Wladek Zbyszko Loses Unexpectedly
Wladek Zbyszko’s legacy is often overshadowed by his brother Stanislaus Zbyszko. Stanislaus, who was 12 years older, posed the last real threat to Frank Gotch’s World Heavyweight Wrestling Championship.
Wladek Zbyszko was a skilled wrestler in his own right. Unfortunately, he didn’t arrive in the United States until 1914, when most wrestling matches were prearranged. Wladek had proved his bona fides as a legitimate wrestler by winning the Paris Greco-Roman Wrestling Tournament in 1913.
After a tour of South America, Zbyskzo travelled to the United States to face his brother’s old rival, Aleksander “Alex” Aberg. After a series of matches with Aberg, Zbyszko took part in the 1915 International Wrestling Tournament in New York.

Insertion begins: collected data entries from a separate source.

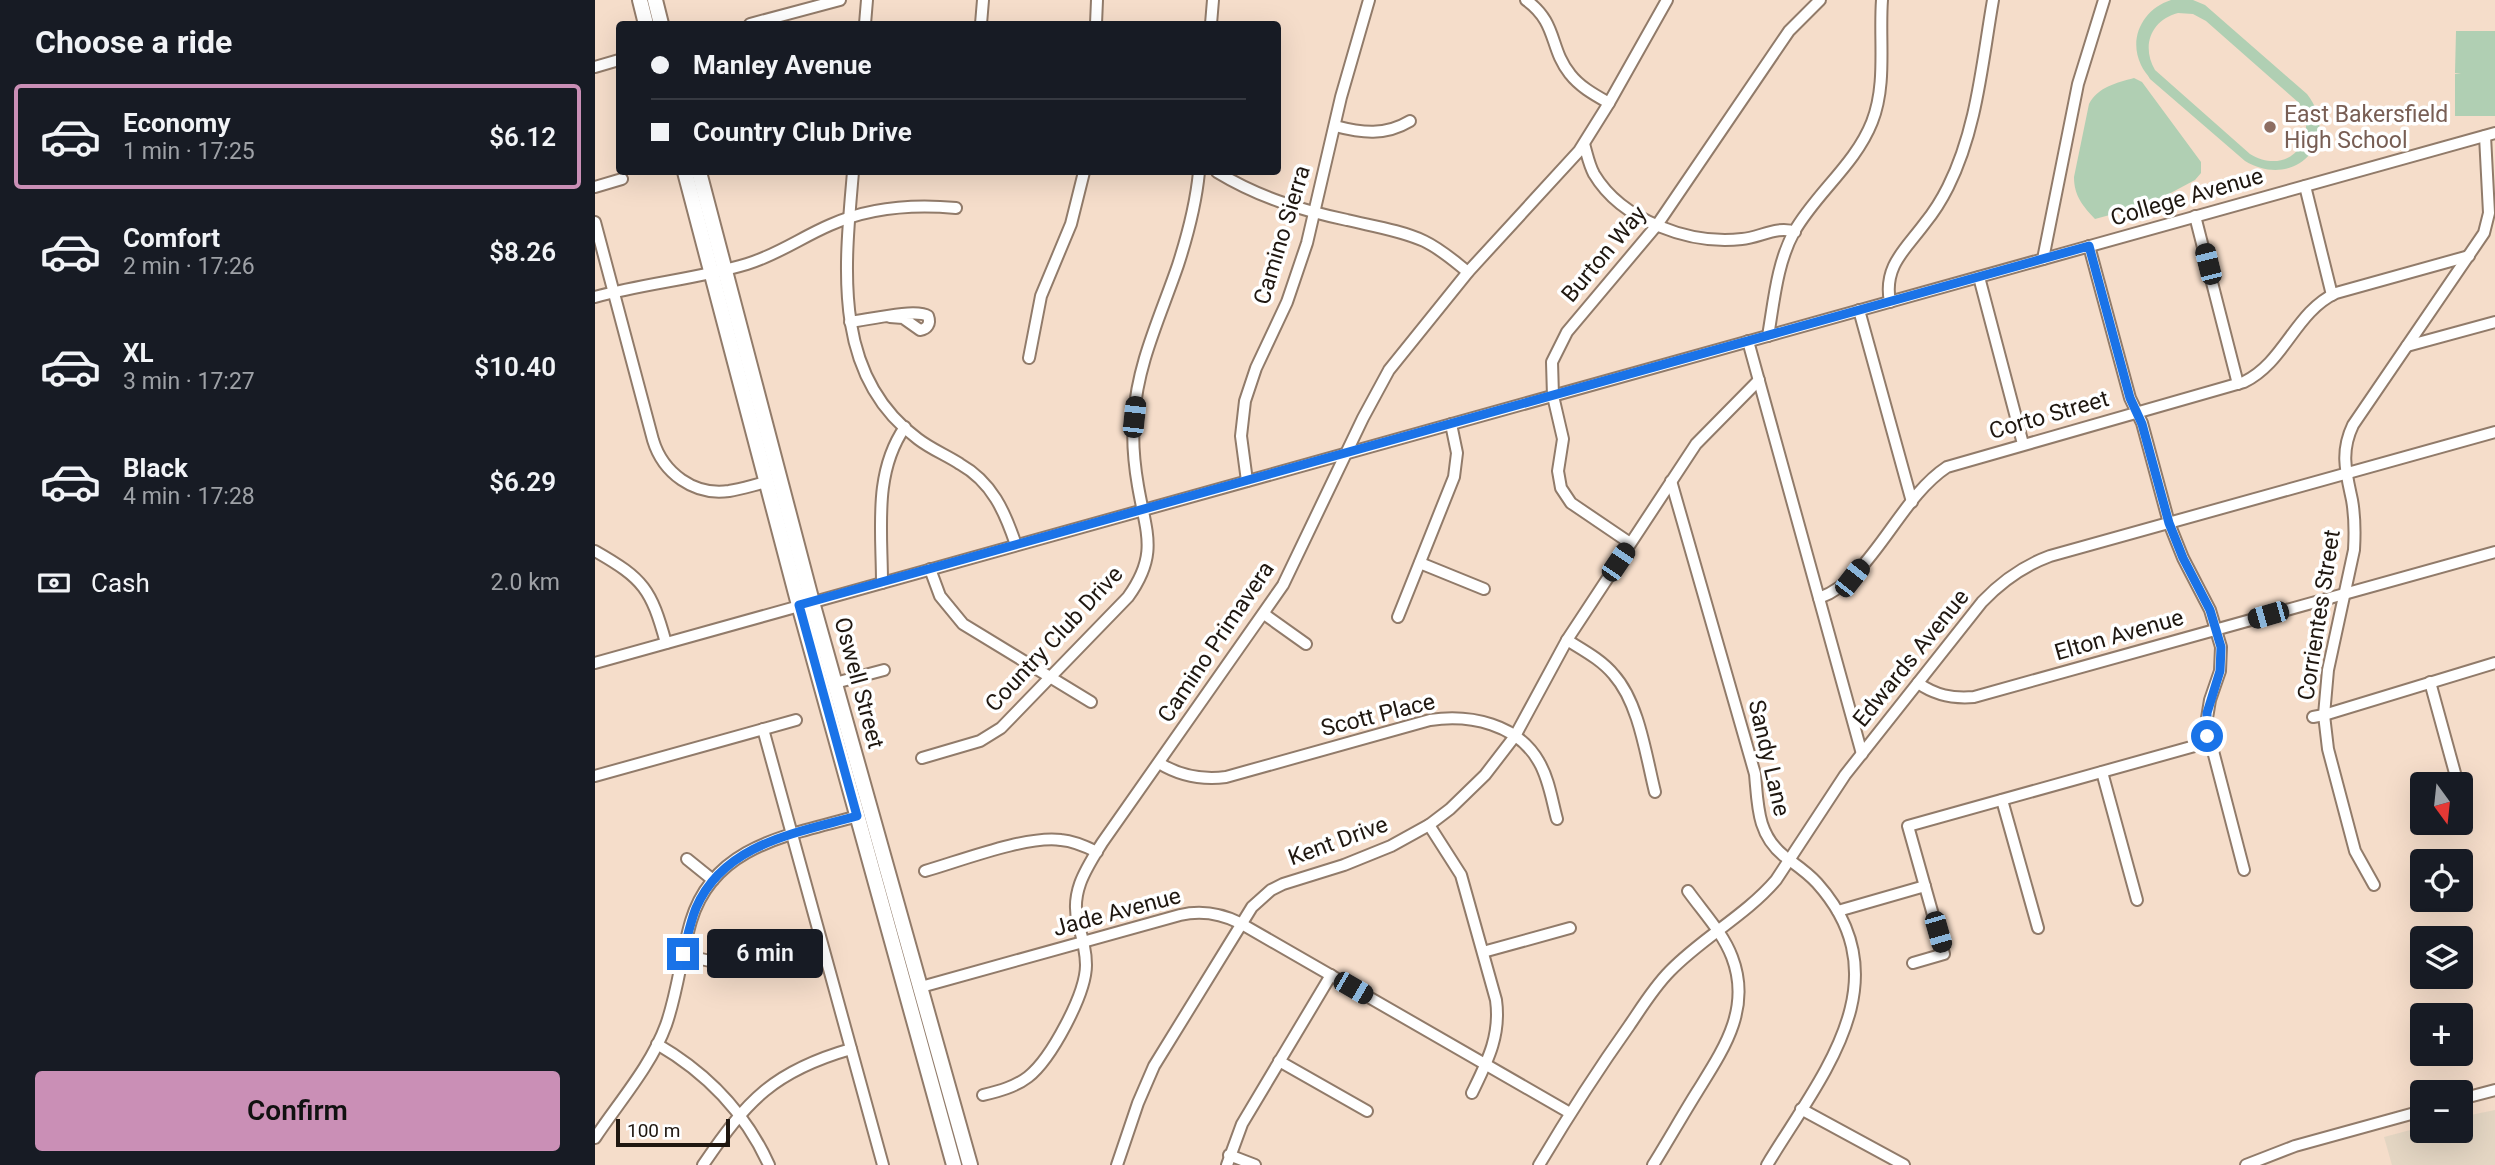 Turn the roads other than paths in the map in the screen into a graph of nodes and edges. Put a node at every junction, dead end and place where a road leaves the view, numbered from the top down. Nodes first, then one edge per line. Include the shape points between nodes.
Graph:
1 (640, 0) edge
2 (649, 0) edge
3 (655, 0) edge
4 (840, 0) edge
5 (867, 0) edge
6 (983, 0) edge
7 (1097, 0) edge
8 (1213, 0) edge
9 (1369, 0) edge
10 (1526, 0) edge
11 (1667, 0) edge
12 (1820, 0) edge
13 (1882, 0) edge
14 (1993, 0) edge
15 (2104, 0) edge
16 (655, 21) edge
17 (655, 21) edge
18 (656, 21) edge
19 (761, 21) edge
20 (865, 21) edge
21 (981, 21) edge
22 (1096, 21) edge
23 (1211, 21) edge
24 (616, 61) edge
25 (595, 67) edge
26 (1609, 103) junction
27 (1410, 121) dead end
28 (1335, 126) junction
29 (2490, 135) edge
30 (1584, 144) junction
31 (686, 175) edge
32 (700, 175) edge
33 (853, 175) edge
34 (1083, 175) edge
35 (1198, 175) edge
36 (1223, 175) edge
37 (622, 179) dead end
38 (2305, 186) junction
39 (595, 187) edge
40 (956, 208) dead end
41 (1315, 213) junction
42 (2195, 216) junction
43 (849, 217) junction
44 (595, 222) edge
45 (1657, 225) junction
46 (1795, 232) junction
47 (2089, 246) junction
48 (2469, 256) junction
49 (2042, 259) junction
50 (718, 271) junction
51 (1468, 272) junction
52 (1979, 277) junction
53 (614, 292) junction
54 (2332, 295) junction
55 (595, 297) edge
56 (1890, 302) junction
57 (1859, 310) junction
58 (890, 317) dead end
59 (2495, 322) edge
60 (851, 323) junction
61 (1768, 336) junction
62 (1748, 341) junction
63 (2407, 346) junction
64 (1030, 358) dead end
65 (1759, 380) junction
66 (2238, 384) junction
67 (1553, 396) junction
68 (2137, 412) junction
69 (1451, 424) junction
70 (905, 428) junction
71 (2495, 432) edge
72 (2023, 444) junction
73 (1346, 453) junction
74 (2345, 474) junction
75 (1247, 481) junction
76 (1671, 481) junction
77 (767, 482) junction
78 (1912, 502) junction
79 (1143, 510) junction
80 (2169, 523) junction
81 (1630, 543) junction
82 (1016, 545) junction
83 (595, 551) edge
84 (2495, 552) edge
85 (1420, 563) junction
86 (930, 569) junction
87 (882, 583) junction
88 (1484, 589) dead end
89 (2344, 594) junction
90 (1819, 598) junction
91 (806, 604) junction
92 (1264, 614) junction
93 (1398, 617) dead end
94 (2217, 629) junction
95 (1567, 639) junction
96 (666, 643) junction
97 (1307, 644) dead end
98 (595, 663) edge
99 (2495, 663) edge
100 (884, 670) dead end
101 (1051, 676) junction
102 (2430, 682) junction
103 (835, 683) junction
104 (1918, 683) junction
105 (1091, 702) dead end
106 (2318, 716) junction
107 (796, 720) dead end
108 (762, 729) junction
109 (1515, 737) junction
110 (2209, 742) junction
111 (1862, 754) junction
112 (922, 758) dead end
113 (1159, 763) junction
114 (2102, 772) junction
115 (2455, 772) edge
116 (595, 776) edge
117 (1655, 792) dead end
118 (2002, 800) junction
119 (857, 816) junction
120 (1557, 819) dead end
121 (1429, 825) junction
122 (792, 835) junction
123 (1097, 852) junction
124 (687, 859) dead end
125 (1790, 859) junction
126 (2244, 870) dead end
127 (925, 871) dead end
128 (712, 880) junction
129 (2374, 885) dead end
130 (1925, 886) junction
131 (1688, 891) dead end
132 (894, 898) junction
133 (2137, 900) dead end
134 (1838, 911) junction
135 (885, 915) junction
136 (1240, 923) junction
137 (1570, 928) dead end
138 (2038, 928) dead end
139 (1718, 932) junction
140 (1083, 942) junction
141 (1483, 952) junction
142 (683, 954) junction
143 (719, 963) dead end
144 (1913, 963) dead end
145 (1331, 975) junction
146 (921, 987) junction
147 (657, 1044) junction
148 (851, 1049) junction
149 (1279, 1061) junction
150 (1486, 1063) junction
151 (2495, 1090) edge
152 (1472, 1093) dead end
153 (983, 1095) dead end
154 (2473, 1096) edge
155 (1801, 1109) junction
156 (1367, 1111) dead end
157 (1570, 1113) junction
158 (739, 1114) junction
159 (2410, 1114) edge
160 (595, 1138) edge
161 (1228, 1160) edge
162 (703, 1165) edge
163 (769, 1165) edge
164 (883, 1165) edge
165 (954, 1165) edge
166 (970, 1165) edge
167 (1117, 1165) edge
168 (1255, 1165) edge
169 (1539, 1165) edge
170 (1653, 1165) edge
171 (1767, 1165) edge
172 (1904, 1165) edge
173 (2246, 1165) edge

1 - 16 main road
2 - 17 main road
3 - 18 main road
4 - 19 street
5 - 20 street
6 - 21 street
7 - 22 street
8 - 23 street
9 - 28 street, Camino Sierra
10 - 26 street via 1548,23 1569,73
11 - 26 street, Camino Primavera
12 - 45 street, Burton Way via 1789,31
13 - 46 street via 1881,79 1872,122 1856,151
14 - 56 street via 1958,167 1938,204 1893,263
15 - 49 street via 2078,84
24 - 25 street
26 - 30 street, Camino Primavera
27 - 28 street via 1378,133
28 - 41 street, Camino Sierra
29 - 38 street, College Avenue
29 - 48 street, Corrientes Street via 2487,223
30 - 45 street via 1602,185 1629,209
30 - 51 street, Camino Primavera
31 - 50 main road, Oswell Street
32 - 50 main road, Oswell Street
33 - 43 street
34 - 64 street via 1071,224 1041,296
35 - 79 street, Country Club Drive via 1185,243 1147,351 1136,398 1134,453
36 - 41 street via 1270,199
37 - 39 street
38 - 42 street, College Avenue
38 - 54 street
40 - 43 street via 896,207
41 - 51 street via 1416,237
41 - 75 street, Camino Sierra via 1287,302 1245,401 1241,436
42 - 47 street, College Avenue
42 - 66 street
43 - 50 street via 763,258
43 - 60 street via 846,286
44 - 53 street
45 - 46 street via 1712,240 1745,239 1781,229
45 - 67 street, Burton Way via 1567,332 1552,362
46 - 61 street via 1780,272
47 - 49 street, College Avenue
47 - 68 street
48 - 54 street, Corto Street
48 - 63 street, Corrientes Street
49 - 52 street, College Avenue
50 - 53 street
50 - 77 main road, Oswell Street
50 - 91 main road, Oswell Street
51 - 73 street, Camino Primavera via 1389,370
52 - 56 street, College Avenue
52 - 72 street
53 - 55 street
53 - 77 street via 653,440 666,466 684,482 708,491
54 - 66 street, Corto Street via 2307,314 2265,370
56 - 57 street, College Avenue
57 - 61 street, College Avenue
57 - 78 street
58 - 60 street
59 - 63 street
60 - 70 street via 866,373 884,405
61 - 62 street, College Avenue
62 - 65 street
62 - 67 street, College Avenue
63 - 74 street, Corrientes Street via 2353,425 2345,446
65 - 76 street, Kent Drive via 1704,434
65 - 90 street
66 - 68 street, Corto Street
67 - 69 street, College Avenue
67 - 81 street, Burton Way via 1563,439 1558,480 1565,496
68 - 72 street, Corto Street
68 - 80 street
69 - 73 street, College Avenue
69 - 85 street via 1457,453 1454,477
70 - 82 street via 984,482 1002,508
70 - 87 street via 883,477
71 - 74 street, Edwards Avenue
72 - 78 street, Corto Street via 1947,467
73 - 75 street, College Avenue
73 - 92 street, Camino Primavera via 1283,585
74 - 80 street, Edwards Avenue
74 - 89 street, Corrientes Street via 2355,533
75 - 79 street, College Avenue
76 - 81 street, Kent Drive
76 - 125 street, Sandy Lane via 1755,774 1761,824
77 - 91 main road, Oswell Street
78 - 90 street, Corto Street via 1852,578
79 - 82 street, College Avenue
79 - 101 street, Country Club Drive via 1148,538 1141,576 1128,597
80 - 94 street
80 - 104 street, Edwards Avenue via 2050,556 2023,568 1982,602
81 - 95 street, Kent Drive
82 - 86 street, College Avenue
83 - 96 street via 624,567 644,586
84 - 89 street, Elton Avenue
85 - 88 street
85 - 93 street
86 - 87 street, College Avenue
86 - 101 street via 940,596 954,615
87 - 91 street, College Avenue
89 - 94 street, Elton Avenue
89 - 106 street, Corrientes Street
90 - 111 street
91 - 96 street, College Avenue
91 - 103 main road, Oswell Street
91 - 119 main road, Oswell Street
92 - 97 street
92 - 113 street, Camino Primavera
94 - 104 street, Elton Avenue via 1973,697 1949,697
94 - 110 street via 2222,659 2207,713
95 - 109 street, Kent Drive
95 - 117 street via 1603,664 1621,684 1632,706
96 - 98 street, College Avenue
99 - 102 street
100 - 103 street
101 - 105 street
101 - 112 street, Country Club Drive via 991,735
102 - 106 street
102 - 115 street
103 - 132 main road, Oswell Street
104 - 111 street, Edwards Avenue
106 - 129 street, Corrientes Street via 2355,851
107 - 108 street
108 - 116 street
108 - 122 street
109 - 113 street, Scott Place via 1487,723 1444,718 1226,777 1187,776
109 - 120 street, Scott Place via 1540,763
109 - 121 street, Kent Drive via 1485,775
110 - 114 street
110 - 126 street
111 - 125 street, Edwards Avenue
113 - 123 street, Camino Primavera
114 - 118 street
114 - 133 street
118 - 130 street via 1908,826
118 - 138 street
119 - 122 street
119 - 132 main road via 866,820
119 - 135 main road, Oswell Street
121 - 136 street, Kent Drive via 1371,855 1283,884 1261,897
121 - 141 street via 1461,875
122 - 128 street via 740,855
122 - 148 street
123 - 127 street via 1060,839 1035,840
123 - 140 street, Camino Primavera via 1076,897
124 - 128 street
125 - 134 street, Sandy Lane via 1813,878
125 - 139 street, Edwards Avenue via 1764,894
128 - 142 street via 696,907
130 - 134 street
130 - 144 street via 1944,954
131 - 139 street
132 - 146 main road, Oswell Street
134 - 155 street, Sandy Lane via 1853,958 1853,1005 1842,1039
135 - 146 main road via 900,938 912,982
135 - 165 main road, Oswell Street
136 - 140 street, Jade Avenue via 1216,914 1189,913
136 - 145 street, Jade Avenue
136 - 167 street, Kent Drive via 1154,1066
137 - 141 street
139 - 157 street, Edwards Avenue via 1658,985
139 - 170 street via 1736,971 1739,998 1734,1025
140 - 146 street, Jade Avenue
140 - 153 street, Camino Primavera via 1087,966 1082,992 1044,1059 1021,1082
141 - 150 street via 1498,1014 1496,1040
142 - 143 street
142 - 147 street via 670,1012
145 - 149 street
145 - 150 street, Jade Avenue
146 - 166 main road, Oswell Street
147 - 158 street via 701,1074
147 - 160 street
148 - 158 street via 787,1074
148 - 164 street
149 - 156 street
149 - 161 street via 1242,1124
150 - 152 street
150 - 157 street, Jade Avenue
151 - 154 street
155 - 171 street, Sandy Lane
155 - 172 street
157 - 169 street, Edwards Avenue
158 - 162 street
158 - 163 street
159 - 173 street via 2295,1146
161 - 168 street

By 1917, Zbyszko was working with the Gold Dust Trio, the promotional group of Ed “Strangler” Lewis. Wladek Zbyszko would have two reigns as World Heavyweight Champion. These title reigns are considered arranged agreements with Lewis and his promoters.
During 1924, Zbyszko decided to make another run at the World Championship by taking part in a series of matches. As part of the series, Wladek Zbyskzo took on lightly regarded John Erkovich in St. Louis, Missouri on Thursday, November 6, 1924. Not unexpectedly, Wladek threw “Erko” with a half-nelson hold at 14 minutes and three seconds.
John E. Wray, the Sports Editor of the St. Louis Post-Dispatch, wrote, “We will venture, however, to voice the opinion that great though he may have been as a wrestler, Wladek Zbyszko is definitely slipping as an actor.” Simply put, Wray didn’t believe the second two falls to be legitimate.
Wray noted that while Erkovich’s tactics were rudimentary and lacked versatility, Zbyszko seemed unable to fend off the attack. Wray noted that it seemed like Zbyszko was letting “Erko” take the lead.
At 12 minutes and 5 second, Erkovich secured a toehold on Zbyszko. Zbyszko yelled out in pain and turned onto his back giving Erkovich the second fall.
The third fall started with Erkovich trying to press the attack awkwardly. Wladek Zbyszko impersonated Ed “Strangler” Lewis and began applying a serious of powerful headlocks. The 225-pound Polish powerhouse appeared to be headed for victory in the third fall, when he slipped trying to apply another headlock.
Erkovich jumped on Zbyszko’s chest for a quick pin and the third fall during the 6th minute of the match. At first, the crowd was shocked. Soon, they began to question if the match was fixed. Due to the timing of his career, most of Wladek Zbyszko’s matches were fixed contests.
If Wladek Zbyszko had come to the United States five years sooner, he may have contended with Frank Gotch but Zbyszko had to finish college first. Like his brother, he possessed legitimate skills even if most of his matches were not legitimate contests.